Work required —
Print every entry below exactly, leaving out the pictures.

Extracted information —
========================
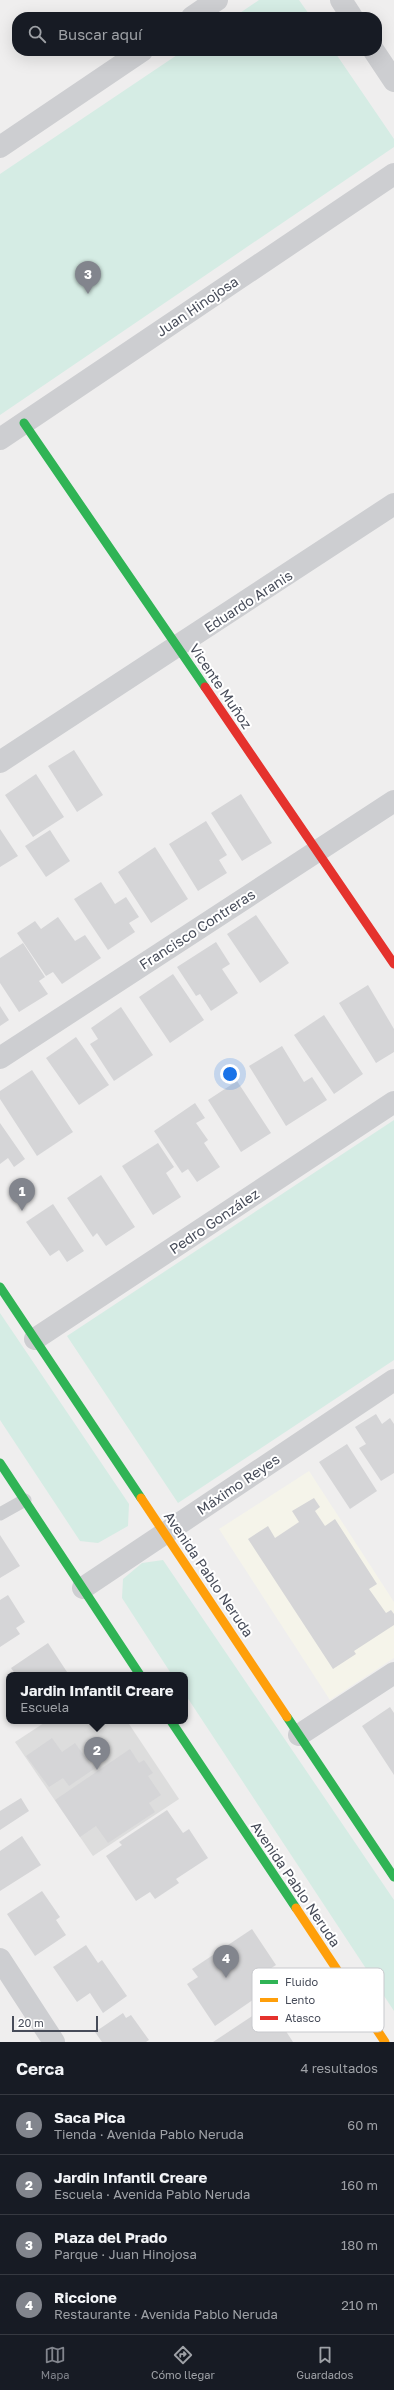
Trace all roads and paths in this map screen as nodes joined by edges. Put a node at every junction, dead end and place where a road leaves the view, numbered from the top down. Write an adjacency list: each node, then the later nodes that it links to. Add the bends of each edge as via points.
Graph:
1 (217, 0): 3 (street)
2 (341, 0): 4 (street)
3 (199, 12)
4 (349, 12)
5 (135, 56): 8 (street)
6 (377, 56): 7 (street)
7 (394, 81)
8 (0, 147)
9 (394, 174): 10 (street, Juan Hinojosa)
10 (24, 423): 11 (street, Juan Hinojosa); 13 (street, Vicente Muñoz)
11 (0, 440)
12 (394, 504): 13 (street, Eduardo Aranis)
13 (177, 647): 14 (street, Eduardo Aranis); 16 (street, Vicente Muñoz)
14 (0, 762)
15 (394, 801): 16 (street, Francisco Contreras)
16 (317, 851): 17 (street, Vicente Muñoz); 18 (street, Francisco Contreras)
17 (394, 964)
18 (0, 1058)
19 (394, 1102): 21 (street, Pedro González)
20 (0, 1287): 21 (street, Avenida Pablo Neruda)
21 (35, 1339): 26 (street, Avenida Pablo Neruda)
22 (394, 1380): 26 (street, Máximo Reyes)
23 (0, 1463): 24 (street)
24 (25, 1500): 25 (lane); 27 (street)
25 (0, 1514)
26 (164, 1533): 27 (street, Máximo Reyes); 31 (street, Avenida Pablo Neruda)
27 (83, 1588): 28 (street)
28 (138, 1672)
29 (394, 1673): 31 (street)
30 (173, 1724): 34 (street, Avenida Pablo Neruda)
31 (299, 1735): 32 (street, Avenida Pablo Neruda)
32 (394, 1877)
33 (0, 1959): 36 (street)
34 (336, 1968)
35 (378, 2032): 37 (street, Avenida Pablo Neruda)
36 (54, 2042)
37 (385, 2042)

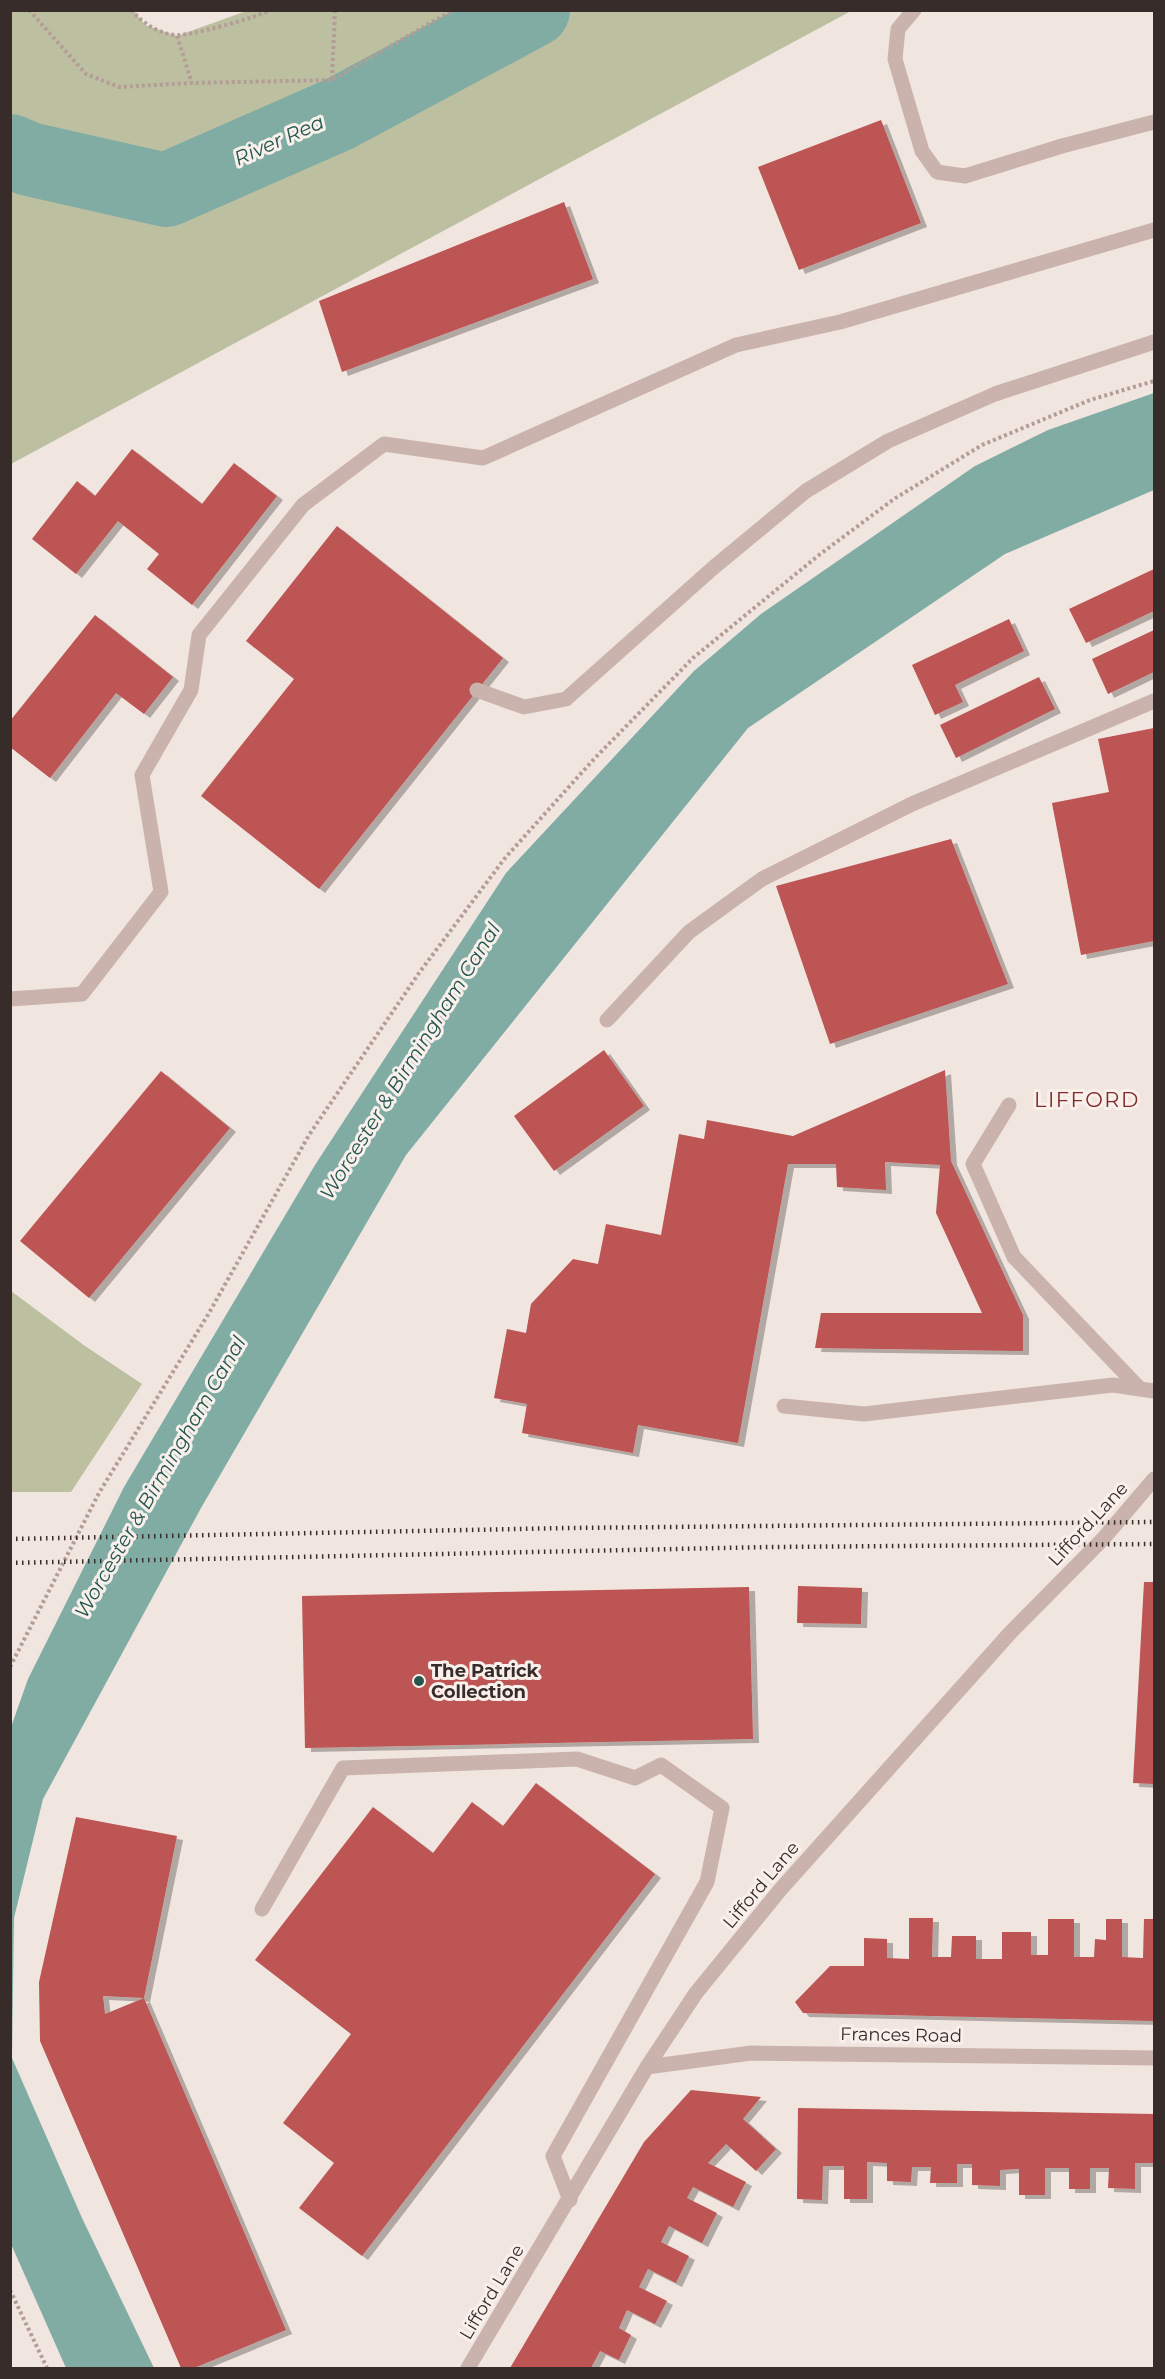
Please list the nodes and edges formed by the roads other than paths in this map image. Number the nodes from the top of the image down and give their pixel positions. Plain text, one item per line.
1 (914, 10) edge
2 (1155, 122) edge
3 (1155, 230) edge
4 (1155, 342) edge
5 (477, 690) dead end
6 (1155, 701) edge
7 (10, 999) edge
8 (607, 1020) dead end
9 (1009, 1105) dead end
10 (1147, 1390) edge
11 (784, 1406) dead end
12 (1155, 1479) edge
13 (262, 1909) dead end
14 (1155, 2058) edge
15 (647, 2067) junction
16 (570, 2200) junction
17 (468, 2368) edge

1 - 2 street
3 - 7 street
4 - 5 street
6 - 8 street
9 - 10 street
10 - 11 street
12 - 15 street, Lifford Lane
13 - 16 street
14 - 15 street, Frances Road
15 - 16 street, Lifford Lane
16 - 17 street, Lifford Lane

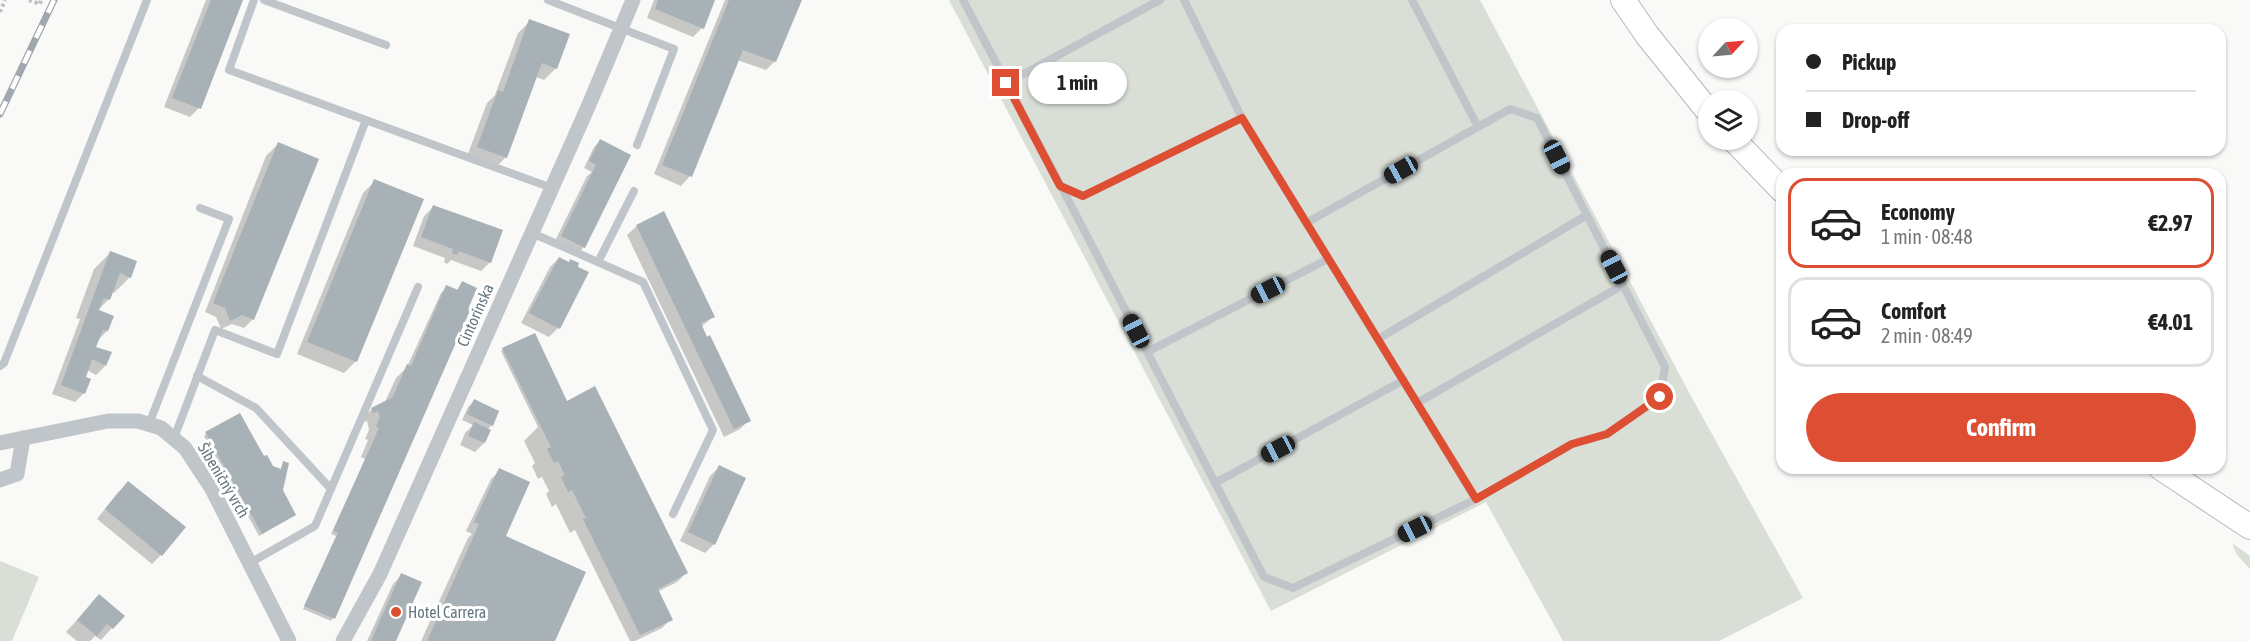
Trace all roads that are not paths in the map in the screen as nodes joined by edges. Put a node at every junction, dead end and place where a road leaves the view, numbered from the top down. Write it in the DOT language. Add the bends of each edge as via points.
graph roads {
  1 [pos="147,0"];
  2 [pos="254,0"];
  3 [pos="264,0"];
  4 [pos="548,0"];
  5 [pos="633,0"];
  6 [pos="963,0"];
  7 [pos="1160,0"];
  8 [pos="1184,0"];
  9 [pos="1412,0"];
  10 [pos="1623,0"];
  11 [pos="621,28"];
  12 [pos="386,45"];
  13 [pos="1006,83"];
  14 [pos="1698,99"];
  15 [pos="1242,118"];
  16 [pos="366,120"];
  17 [pos="1478,128"];
  18 [pos="637,145"];
  19 [pos="1744,150"];
  20 [pos="1776,184"];
  21 [pos="1060,186"];
  22 [pos="552,188"];
  23 [pos="634,191"];
  24 [pos="200,208"];
  25 [pos="1587,214"];
  26 [pos="1306,223"];
  27 [pos="532,233"];
  28 [pos="1328,259"];
  29 [pos="598,262"];
  30 [pos="1623,285"];
  31 [pos="418,287"];
  32 [pos="1378,339"];
  33 [pos="1147,352"];
  34 [pos="0,366"];
  35 [pos="197,375"];
  36 [pos="1404,380"];
  37 [pos="1417,403"];
  38 [pos="149,424"];
  39 [pos="23,438"];
  40 [pos="174,438"];
  41 [pos="0,443"];
  42 [pos="2170,474"];
  43 [pos="0,480"];
  44 [pos="1215,483"];
  45 [pos="331,489"];
  46 [pos="1476,499"];
  47 [pos="674,514"];
  48 [pos="2250,527"];
  49 [pos="250,563"];
  50 [pos="289,641"];
  51 [pos="343,641"];
  1 -- 34 [label="lane"];
  2 -- 16 [label="lane" via="229,69"];
  3 -- 12 [label="lane"];
  4 -- 11 [label="lane"];
  5 -- 11 [label="street, Cintorínska"];
  6 -- 13 [label="lane"];
  7 -- 13 [label="lane"];
  8 -- 15 [label="lane"];
  9 -- 17 [label="lane"];
  10 -- 14 [label="main road"];
  11 -- 18 [label="lane" via="674,49"];
  11 -- 22 [label="street, Cintorínska"];
  13 -- 21 [label="lane"];
  15 -- 21 [label="lane" via="1083,196"];
  15 -- 26 [label="lane"];
  16 -- 22 [label="lane"];
  16 -- 35 [label="lane" via="277,354 215,330"];
  17 -- 25 [label="lane" via="1510,109 1538,118"];
  17 -- 26 [label="lane"];
  19 -- 20 [label="main road"];
  21 -- 33 [label="lane"];
  22 -- 27 [label="street, Cintorínska"];
  23 -- 29 [label="lane"];
  24 -- 38 [label="lane" via="229,219"];
  25 -- 30 [label="lane"];
  25 -- 32 [label="lane"];
  26 -- 28 [label="lane"];
  27 -- 29 [label="lane"];
  27 -- 51 [label="street, Cintorínska" via="380,574"];
  28 -- 32 [label="lane"];
  28 -- 33 [label="lane"];
  29 -- 47 [label="lane" via="643,282 713,430"];
  30 -- 37 [label="lane"];
  30 -- 46 [label="lane" via="1665,367 1660,397 1607,434 1572,444"];
  31 -- 45 [label="lane"];
  32 -- 36 [label="lane"];
  33 -- 44 [label="lane"];
  35 -- 40 [label="lane"];
  35 -- 45 [label="lane" via="256,408"];
  36 -- 37 [label="lane"];
  36 -- 44 [label="lane"];
  37 -- 46 [label="lane"];
  38 -- 39 [label="street, Šibeničný vrch" via="108,421"];
  38 -- 40 [label="street, Šibeničný vrch"];
  39 -- 41 [label="street, Šibeničný vrch"];
  39 -- 43 [label="street" via="17,474"];
  40 -- 49 [label="street, Šibeničný vrch" via="212,489"];
  42 -- 48 [label="main road"];
  44 -- 46 [label="lane" via="1264,577 1293,588"];
  45 -- 49 [label="lane" via="315,526"];
  49 -- 50 [label="street, Šibeničný vrch"];
}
========================
Response area —
Trace all roads and paths in this map screen as nodes joined by edges. Put a node at every junction, dead end and place where a road leaves the view, numbered from the top down. Write an adjacency list: each node, then the later nodes that it links to. Add the bends of each edge as via points.
Graph:
1 (217, 0): 3 (street)
2 (341, 0): 4 (street)
3 (199, 12)
4 (349, 12)
5 (135, 56): 8 (street)
6 (377, 56): 7 (street)
7 (394, 81)
8 (0, 147)
9 (394, 174): 10 (street, Juan Hinojosa)
10 (24, 423): 11 (street, Juan Hinojosa); 13 (street, Vicente Muñoz)
11 (0, 440)
12 (394, 504): 13 (street, Eduardo Aranis)
13 (177, 647): 14 (street, Eduardo Aranis); 16 (street, Vicente Muñoz)
14 (0, 762)
15 (394, 801): 16 (street, Francisco Contreras)
16 (317, 851): 17 (street, Vicente Muñoz); 18 (street, Francisco Contreras)
17 (394, 964)
18 (0, 1058)
19 (394, 1102): 21 (street, Pedro González)
20 (0, 1287): 21 (street, Avenida Pablo Neruda)
21 (35, 1339): 26 (street, Avenida Pablo Neruda)
22 (394, 1380): 26 (street, Máximo Reyes)
23 (0, 1463): 24 (street)
24 (25, 1500): 25 (lane); 27 (street)
25 (0, 1514)
26 (164, 1533): 27 (street, Máximo Reyes); 31 (street, Avenida Pablo Neruda)
27 (83, 1588): 28 (street)
28 (138, 1672)
29 (394, 1673): 31 (street)
30 (173, 1724): 34 (street, Avenida Pablo Neruda)
31 (299, 1735): 32 (street, Avenida Pablo Neruda)
32 (394, 1877)
33 (0, 1959): 36 (street)
34 (336, 1968)
35 (378, 2032): 37 (street, Avenida Pablo Neruda)
36 (54, 2042)
37 (385, 2042)

Please list the nodes and edges formed by the roads other than paths in this map image. Number the nodes from the top of the image down and give their pixel positions. Plain text, one item per line.
1 (914, 10) edge
2 (1155, 122) edge
3 (1155, 230) edge
4 (1155, 342) edge
5 (477, 690) dead end
6 (1155, 701) edge
7 (10, 999) edge
8 (607, 1020) dead end
9 (1009, 1105) dead end
10 (1147, 1390) edge
11 (784, 1406) dead end
12 (1155, 1479) edge
13 (262, 1909) dead end
14 (1155, 2058) edge
15 (647, 2067) junction
16 (570, 2200) junction
17 (468, 2368) edge

1 - 2 street
3 - 7 street
4 - 5 street
6 - 8 street
9 - 10 street
10 - 11 street
12 - 15 street, Lifford Lane
13 - 16 street
14 - 15 street, Frances Road
15 - 16 street, Lifford Lane
16 - 17 street, Lifford Lane

Trace all roads that are not paths in the map in the screen as nodes joined by edges. Put a node at every junction, dead end and place where a road leaves the view, numbered from the top down. Write it in the DOT language. Add the bends of each edge as via points.
graph roads {
  1 [pos="147,0"];
  2 [pos="254,0"];
  3 [pos="264,0"];
  4 [pos="548,0"];
  5 [pos="633,0"];
  6 [pos="963,0"];
  7 [pos="1160,0"];
  8 [pos="1184,0"];
  9 [pos="1412,0"];
  10 [pos="1623,0"];
  11 [pos="621,28"];
  12 [pos="386,45"];
  13 [pos="1006,83"];
  14 [pos="1698,99"];
  15 [pos="1242,118"];
  16 [pos="366,120"];
  17 [pos="1478,128"];
  18 [pos="637,145"];
  19 [pos="1744,150"];
  20 [pos="1776,184"];
  21 [pos="1060,186"];
  22 [pos="552,188"];
  23 [pos="634,191"];
  24 [pos="200,208"];
  25 [pos="1587,214"];
  26 [pos="1306,223"];
  27 [pos="532,233"];
  28 [pos="1328,259"];
  29 [pos="598,262"];
  30 [pos="1623,285"];
  31 [pos="418,287"];
  32 [pos="1378,339"];
  33 [pos="1147,352"];
  34 [pos="0,366"];
  35 [pos="197,375"];
  36 [pos="1404,380"];
  37 [pos="1417,403"];
  38 [pos="149,424"];
  39 [pos="23,438"];
  40 [pos="174,438"];
  41 [pos="0,443"];
  42 [pos="2170,474"];
  43 [pos="0,480"];
  44 [pos="1215,483"];
  45 [pos="331,489"];
  46 [pos="1476,499"];
  47 [pos="674,514"];
  48 [pos="2250,527"];
  49 [pos="250,563"];
  50 [pos="289,641"];
  51 [pos="343,641"];
  1 -- 34 [label="lane"];
  2 -- 16 [label="lane" via="229,69"];
  3 -- 12 [label="lane"];
  4 -- 11 [label="lane"];
  5 -- 11 [label="street, Cintorínska"];
  6 -- 13 [label="lane"];
  7 -- 13 [label="lane"];
  8 -- 15 [label="lane"];
  9 -- 17 [label="lane"];
  10 -- 14 [label="main road"];
  11 -- 18 [label="lane" via="674,49"];
  11 -- 22 [label="street, Cintorínska"];
  13 -- 21 [label="lane"];
  15 -- 21 [label="lane" via="1083,196"];
  15 -- 26 [label="lane"];
  16 -- 22 [label="lane"];
  16 -- 35 [label="lane" via="277,354 215,330"];
  17 -- 25 [label="lane" via="1510,109 1538,118"];
  17 -- 26 [label="lane"];
  19 -- 20 [label="main road"];
  21 -- 33 [label="lane"];
  22 -- 27 [label="street, Cintorínska"];
  23 -- 29 [label="lane"];
  24 -- 38 [label="lane" via="229,219"];
  25 -- 30 [label="lane"];
  25 -- 32 [label="lane"];
  26 -- 28 [label="lane"];
  27 -- 29 [label="lane"];
  27 -- 51 [label="street, Cintorínska" via="380,574"];
  28 -- 32 [label="lane"];
  28 -- 33 [label="lane"];
  29 -- 47 [label="lane" via="643,282 713,430"];
  30 -- 37 [label="lane"];
  30 -- 46 [label="lane" via="1665,367 1660,397 1607,434 1572,444"];
  31 -- 45 [label="lane"];
  32 -- 36 [label="lane"];
  33 -- 44 [label="lane"];
  35 -- 40 [label="lane"];
  35 -- 45 [label="lane" via="256,408"];
  36 -- 37 [label="lane"];
  36 -- 44 [label="lane"];
  37 -- 46 [label="lane"];
  38 -- 39 [label="street, Šibeničný vrch" via="108,421"];
  38 -- 40 [label="street, Šibeničný vrch"];
  39 -- 41 [label="street, Šibeničný vrch"];
  39 -- 43 [label="street" via="17,474"];
  40 -- 49 [label="street, Šibeničný vrch" via="212,489"];
  42 -- 48 [label="main road"];
  44 -- 46 [label="lane" via="1264,577 1293,588"];
  45 -- 49 [label="lane" via="315,526"];
  49 -- 50 [label="street, Šibeničný vrch"];
}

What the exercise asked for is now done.